╭──

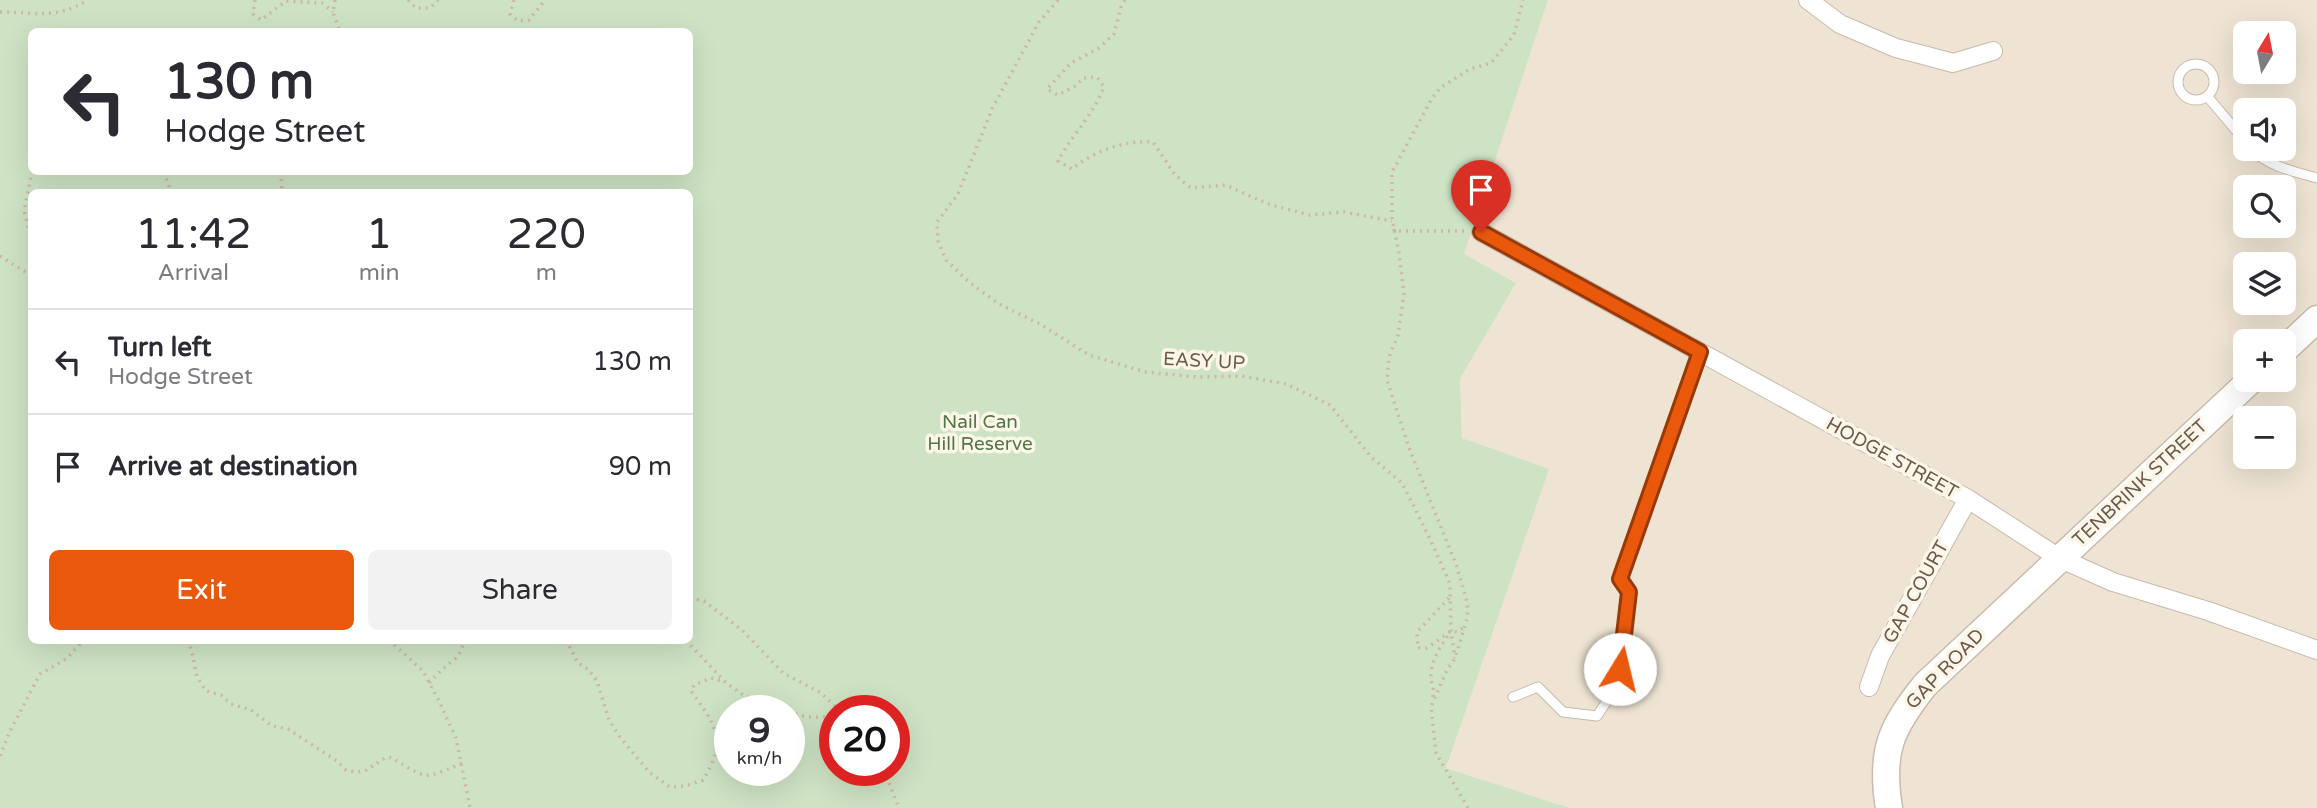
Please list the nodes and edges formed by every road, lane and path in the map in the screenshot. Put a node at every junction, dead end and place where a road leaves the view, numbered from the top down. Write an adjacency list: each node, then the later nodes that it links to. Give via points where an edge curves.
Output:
1 (88, 0): 12 (path, via 68,11 46,15)
2 (255, 0): 13 (path, via 253,14 261,20 286,1 322,3)
3 (335, 0): 13 (path)
4 (408, 0): 5 (path, via 416,8 429,8)
5 (438, 0)
6 (514, 0): 7 (path, via 510,14 519,20 528,20)
7 (545, 0)
8 (1058, 0): 32 (path, EASY UP, via 1039,22 992,109 958,194 937,222 946,260 999,304 1089,355 1146,372 1242,376 1286,384 1330,405 1371,457 1402,483 1450,584)
9 (1125, 0): 22 (path, via 1114,34 1071,63 1047,89 1058,95 1083,78 1097,77 1104,87 1096,107 1058,161 1072,170 1088,156 1134,141 1153,142 1175,175 1191,188 1225,185 1271,205 1310,215 1344,212 1392,221)
10 (1523, 0): 22 (path, via 1514,35 1491,62 1469,69 1440,88 1396,161 1392,172)
11 (1808, 0): 15 (street, via 1840,24 1927,56 1953,63)
12 (0, 12)
13 (333, 12): 14 (path)
14 (339, 28)
15 (1993, 51)
16 (2207, 96): 16 (lane, via 2196,100 2181,92 2182,71 2198,64 2208,69 2214,80); 17 (lane)
17 (2233, 127)
18 (2269, 161): 19 (lane)
19 (2317, 178)
20 (28, 192): 21 (path, via 24,211)
21 (28, 226)
22 (1394, 230): 23 (path); 34 (path, via 1404,294 1387,370 1389,392 1457,567 1468,609)
23 (1481, 232): 28 (street, HODGE STREET)
24 (0, 256): 25 (path)
25 (28, 274)
26 (2317, 318): 27 (street)
27 (2296, 338)
28 (1700, 352): 30 (street, HODGE STREET); 49 (lane, via 1620,579 1629,592 1615,689 1597,716 1563,712 1538,687)
29 (2238, 392): 31 (street, TENBRINK STREET)
30 (1968, 499): 31 (street, HODGE STREET); 46 (street, GAP COURT, via 1880,656)
31 (2060, 558): 42 (street, HODGE STREET, via 2113,582); 57 (street, GAP ROAD, via 1946,663 1907,708 1888,748 1885,786)
32 (1450, 597): 35 (path, EASY UP); 35 (path, via 1417,632 1418,648 1427,648)
33 (693, 599): 48 (path, via 704,601 742,630 783,673)
34 (1464, 626): 35 (path); 43 (path)
35 (1451, 631): 43 (path, EASY UP); 50 (path, via 1435,656)
36 (81, 644): 51 (path, via 40,674)
37 (189, 644): 52 (path, via 197,677 206,691 251,710 272,726 289,729 346,771 365,771 389,757 425,775)
38 (394, 644): 45 (path)
39 (462, 644): 45 (path, via 457,658)
40 (568, 644): 44 (path, via 578,663 597,681 603,705 620,737 649,772 670,787 704,780 710,769 717,748 716,731 691,691 711,678)
41 (690, 644): 44 (path)
42 (2317, 650)
43 (1455, 657): 50 (path)
44 (725, 682): 47 (path)
45 (429, 683): 52 (path)
46 (1869, 687)
47 (743, 695)
48 (823, 695)
49 (1513, 697)
50 (1431, 707): 56 (path, via 1436,752)
51 (0, 756)
52 (463, 763): 54 (path)
53 (890, 786): 55 (path)
54 (470, 808)
55 (899, 808)
56 (1468, 808)
57 (1889, 808)

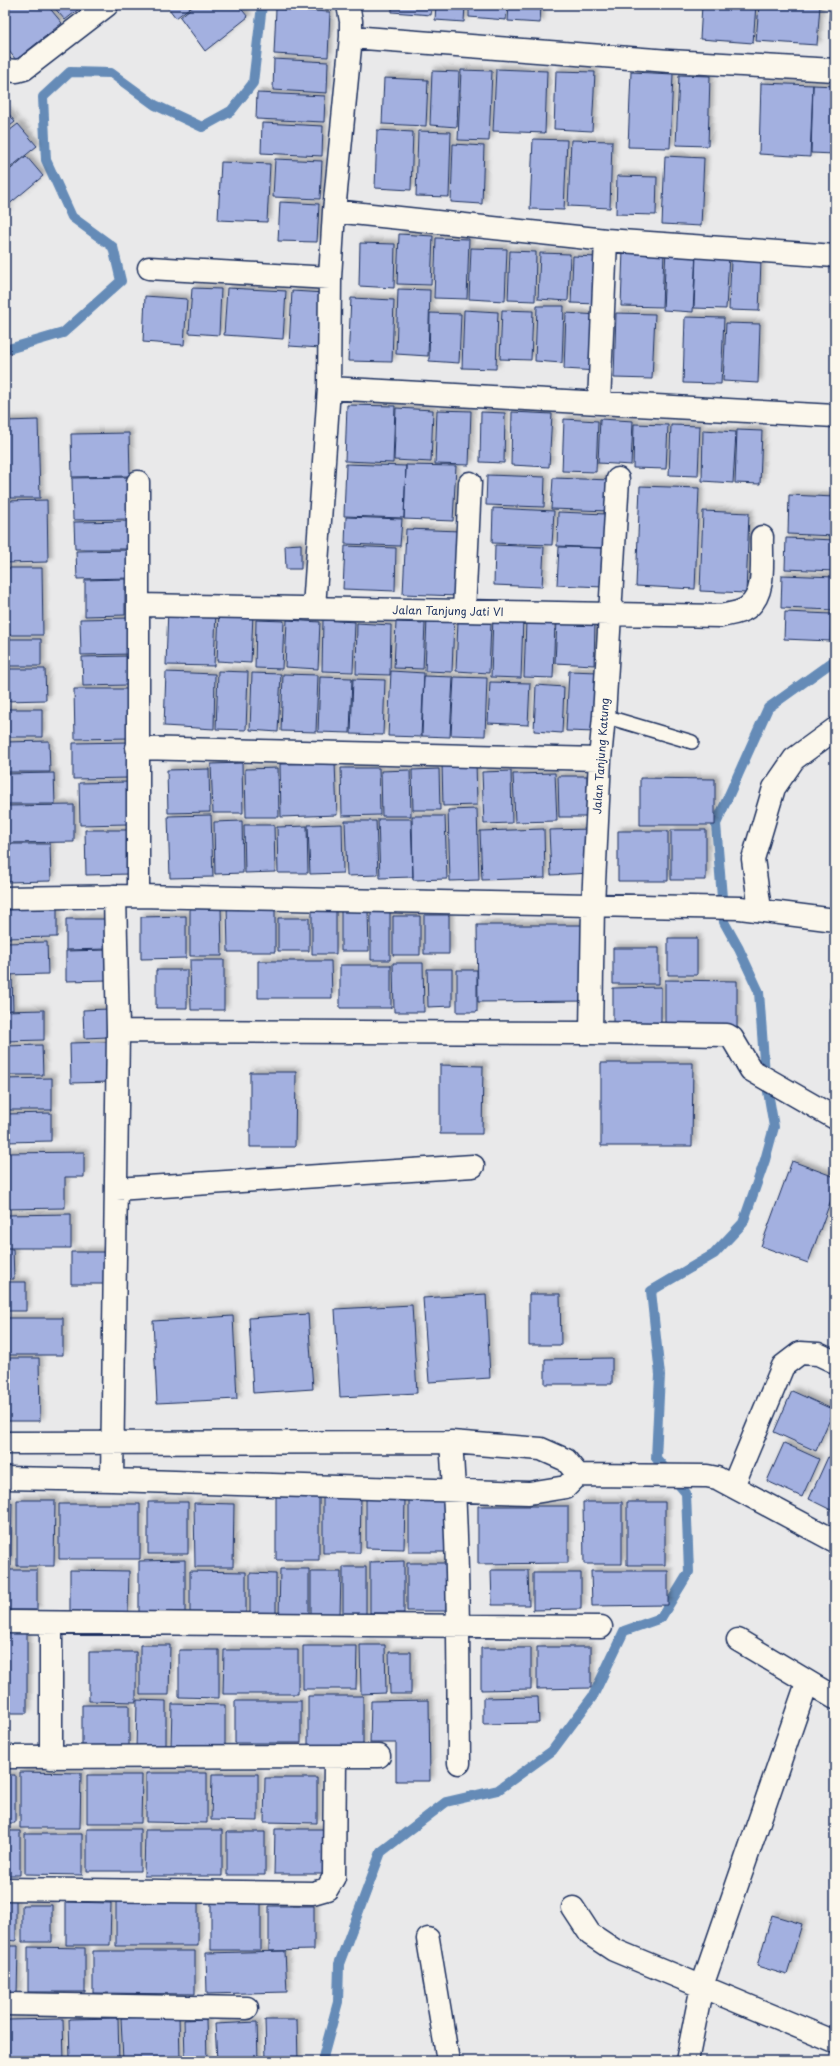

╰──

◆ **GOAL OF THE EXERCISE**:
The expected result is every line from the material above that includes "EASY".

◆ **EXERCISE ANSWER**:
8 (1058, 0): 32 (path, EASY UP, via 1039,22 992,109 958,194 937,222 946,260 999,304 1089,355 1146,372 1242,376 1286,384 1330,405 1371,457 1402,483 1450,584)
32 (1450, 597): 35 (path, EASY UP); 35 (path, via 1417,632 1418,648 1427,648)
35 (1451, 631): 43 (path, EASY UP); 50 (path, via 1435,656)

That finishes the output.